FIngelton writes, “Under Murdoch’s ownership (he bought the paper in 2007), the Journal has stuck with its tradition of making light of China’s refusal to play by the agreed rules of international trade. The result today is that America’s bilateral trade deficits with China have multiplied nearly ten-fold and typically run around $150 billion to $300 billion a year. All this is the more interesting for the fact that other nations do NOT have similar access problems in the Chinese market. Take Japan. With a workforce little more than one-third of America’s and an economy still badly discombobulated by the Tohoku earthquake, Japan last year exported about $180 billion worth of goods to China. That was more than 34 percent more than America sold. In per-capita terms, Japan’s exports ran three times America’s. Moreover – and this is where things get really depressing for the United States – most of what Japan has been selling to China consists of high-tech producers’ goods such as production machinery, advanced materials, and key components. By contrast America exports mainly low-level commodities, not least waste paper and scrap metal.

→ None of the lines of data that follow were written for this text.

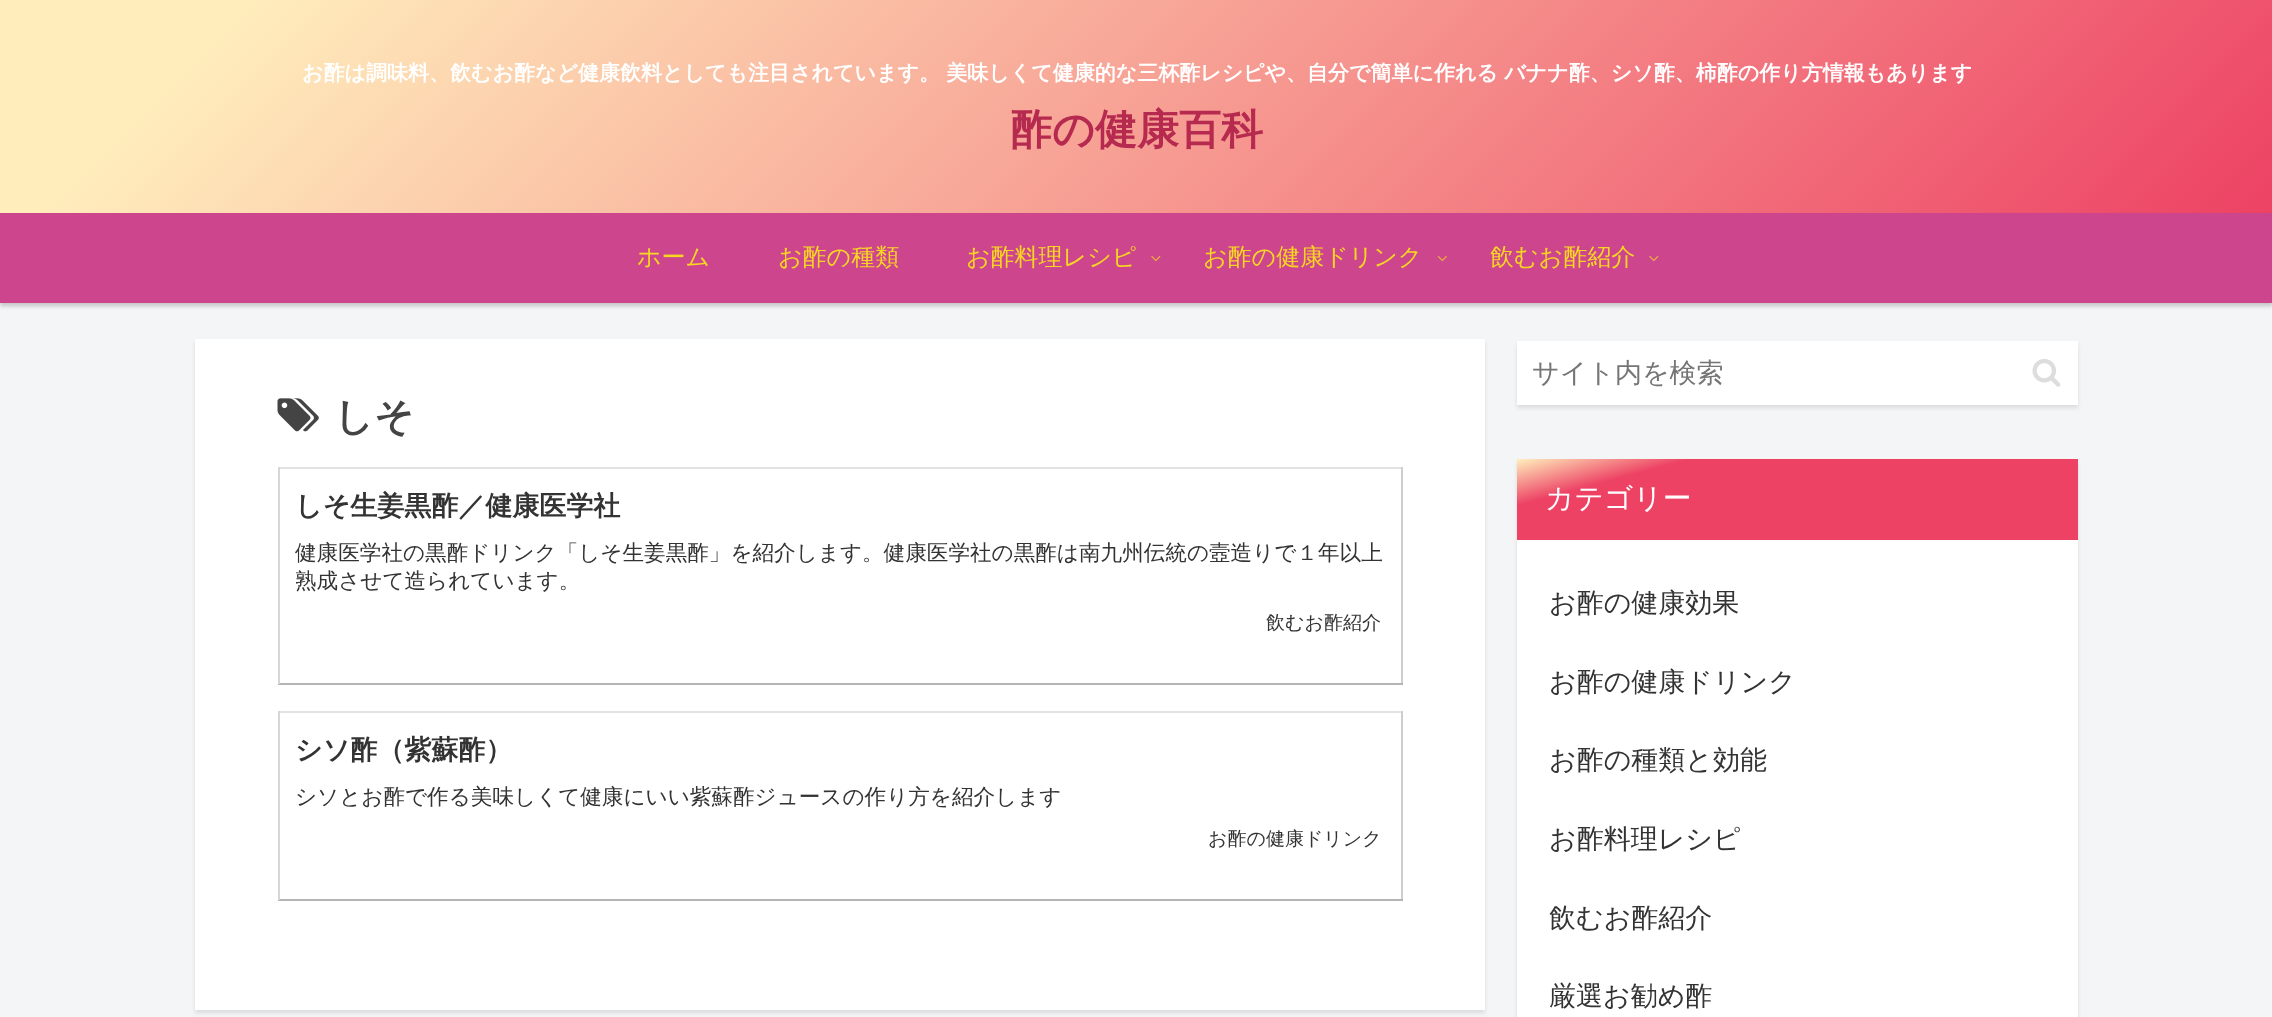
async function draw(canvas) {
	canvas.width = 2272;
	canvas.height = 1017;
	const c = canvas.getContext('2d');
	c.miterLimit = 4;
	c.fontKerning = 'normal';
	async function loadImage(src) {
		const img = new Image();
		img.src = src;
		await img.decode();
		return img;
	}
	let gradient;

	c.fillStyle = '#f4f5f7';
	c.fillRect(0, 0, 2272, 1017);
	c.fillStyle = '#0000001a';
	c.filter = 'blur(2px)';
	c.beginPath();
	c.rect(0, 3, 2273, 303);
	c.fill();
	c.filter = 'none';
	gradient = c.createLinearGradient(515, -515, 1758, 728);
	gradient.addColorStop(0.1, '#ffedbc');
	gradient.addColorStop(1, '#ed4264');
	c.fillStyle = gradient;
	c.fillRect(0, 0, 2272, 213);
	c.font = 'bold 21px WenQuanYi Zen Hei';
	c.fillStyle = '#fff';
	c.fillText('お酢は調味料、飲むお酢など健康飲料としても注目されています。 美味しくて健康的な三杯酢レシピや、自分で簡単に作れる バナナ酢、シソ酢、柿酢の作り方情報もあります', 302, 80);
	c.font = 'bold 42px WenQuanYi Zen Hei';
	c.fillStyle = '#b72a4f';
	c.fillText('酢の健康百科', 1010, 144);
	c.fillStyle = '#0000001a';
	c.filter = 'blur(2px)';
	c.beginPath();
	c.rect(0, 216, 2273, 90);
	c.fill();
	c.filter = 'none';
	c.fillStyle = '#cc458d';
	c.fillRect(0, 213, 2272, 90);
	c.font = '500 24px WenQuanYi Zen Hei';
	c.fillStyle = '#f9d622';
	for (const [text, x, y] of [
		['ホーム', 637, 265],
		['お酢の種類', 778, 265],
		['お酢料理レシピ', 966, 265],
	]) {
		c.fillText(text, x, y);
	}
	c.drawImage(await loadImage('img1.png'), 1151, 256, 10, 6);
	c.fillText('お酢の健康ドリンク', 1203, 265);
	c.drawImage(await loadImage('img2.png'), 1437, 256, 10, 6);
	c.fillText('飲むお酢紹介', 1490, 265);
	c.drawImage(await loadImage('img1.png'), 1649, 256, 10, 6);
	c.fillStyle = '#0000001a';
	c.filter = 'blur(2px)';
	c.beginPath();
	c.rect(195, 342, 1290, 671);
	c.fill();
	c.filter = 'none';
	c.fillStyle = '#fff';
	c.fillRect(195, 339, 1290, 671);
	c.drawImage(await loadImage('img3.png'), 277, 398, 42, 34);
	c.font = 'bold 39px WenQuanYi Zen Hei';
	c.fillStyle = '#444';
	c.fillText('しそ', 334, 430);
	for (const [x, y, w, h, color] of [
		[278, 467, 1125, 2, '#e3e3e3'],
		[1401, 467, 2, 217, '#cecece'],
		[278, 683, 1125, 2, '#b4b4b4'],
		[278, 467, 2, 217, '#d6d6d6'],
	]) {
		c.fillStyle = color;
		c.fillRect(x, y, w, h);
	}
	c.font = 'bold 27px WenQuanYi Zen Hei';
	c.fillStyle = '#333';
	c.fillText('しそ生姜黒酢／健康医学社', 295, 515);
	c.font = '500 21.6px WenQuanYi Zen Hei';
	c.fillText('健康医学社の黒酢ドリンク「しそ生姜黒酢」を紹介します。健康医学社の黒酢は南九州伝統の壼造りで１年以上', 295, 560);
	c.save();
	c.beginPath();
	c.rect(296, 539, 1087, 57);
	c.clip();
	c.fillText('熟成させて造られています。', 295, 588);
	c.restore();
	c.font = '500 19px WenQuanYi Zen Hei';
	c.fillText('飲むお酢紹介', 1266, 629);
	for (const [x, y, w, h, color] of [
		[278, 711, 1125, 2, '#e3e3e3'],
		[1401, 711, 2, 189, '#cecece'],
		[278, 899, 1125, 2, '#b4b4b4'],
		[278, 711, 2, 189, '#d6d6d6'],
	]) {
		c.fillStyle = color;
		c.fillRect(x, y, w, h);
	}
	c.font = 'bold 27px WenQuanYi Zen Hei';
	c.fillStyle = '#333';
	c.fillText('シソ酢（紫蘇酢）', 295, 759);
	c.font = '500 21.6px WenQuanYi Zen Hei';
	c.fillText('シソとお酢で作る美味しくて健康にいい紫蘇酢ジュースの作り方を紹介します', 295, 804);
	c.font = '500 19px WenQuanYi Zen Hei';
	c.fillText('お酢の健康ドリンク', 1208, 845);
	c.fillStyle = '#0000001a';
	c.filter = 'blur(2px)';
	c.beginPath();
	c.rect(1517, 344, 561, 64);
	c.fill();
	c.filter = 'none';
	c.fillStyle = '#fff';
	c.fillRect(1517, 341, 561, 64);
	c.font = '500 27px WenQuanYi Zen Hei';
	c.fillStyle = '#757575';
	c.fillText('サイト内を検索', 1532, 382);
	c.drawImage(await loadImage('img4.png'), 2032, 359, 29, 28);
	c.fillStyle = '#0000001a';
	c.filter = 'blur(2px)';
	c.beginPath();
	c.rect(1517, 462, 561, 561);
	c.fill();
	c.filter = 'none';
	c.fillStyle = '#fff';
	c.fillRect(1517, 540, 561, 477);
	gradient = c.createLinearGradient(1768, 392, 1826, 607);
	gradient.addColorStop(0, '#ffedbc');
	gradient.addColorStop(0.2, '#ed4264');
	c.fillStyle = gradient;
	c.fillRect(1517, 459, 561, 81);
	c.font = '500 28.75px WenQuanYi Zen Hei';
	c.fillStyle = '#fff';
	c.fillText('カテゴリー', 1545, 508);
	c.font = '500 27px WenQuanYi Zen Hei';
	c.fillStyle = '#333';
	for (const [text, x, y] of [
		['お酢の健康効果', 1549, 612],
		['お酢の健康ドリンク', 1549, 691],
		['お酢の種類と効能', 1549, 769],
		['お酢料理レシピ', 1549, 848],
		['飲むお酢紹介', 1549, 927],
		['厳選お勧め酢', 1549, 1005],
	]) {
		c.fillText(text, x, y);
	}
}

draw(document.querySelector('canvas'));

“Part of the reason you don’t hear more about America’s China access problem is because such potential U.S. exporters as Apple, IBM, Google, and Microsoft fear retaliation from Beijing if they complain in public. This is a situation where the U.S. government should be doing the heavy lifting — and the media should be daily on the government’s case. No organization is in a better position to lead the charge than the Wall Street Journal. It is a pity therefore that America’s leading business newspaper continues — more than thirteen years after China’s entry to the World Trade Organization was agreed — to urge patience as China supposedly needs more time to get its act together. The time for patience is long gone as the success of other nations in penetrating the Chinese market makes clear. It is time to talk tough. Perhaps now that Wendi Deng no longer has the chairman’s ear, the Journal’s editors will begin to find their voice.”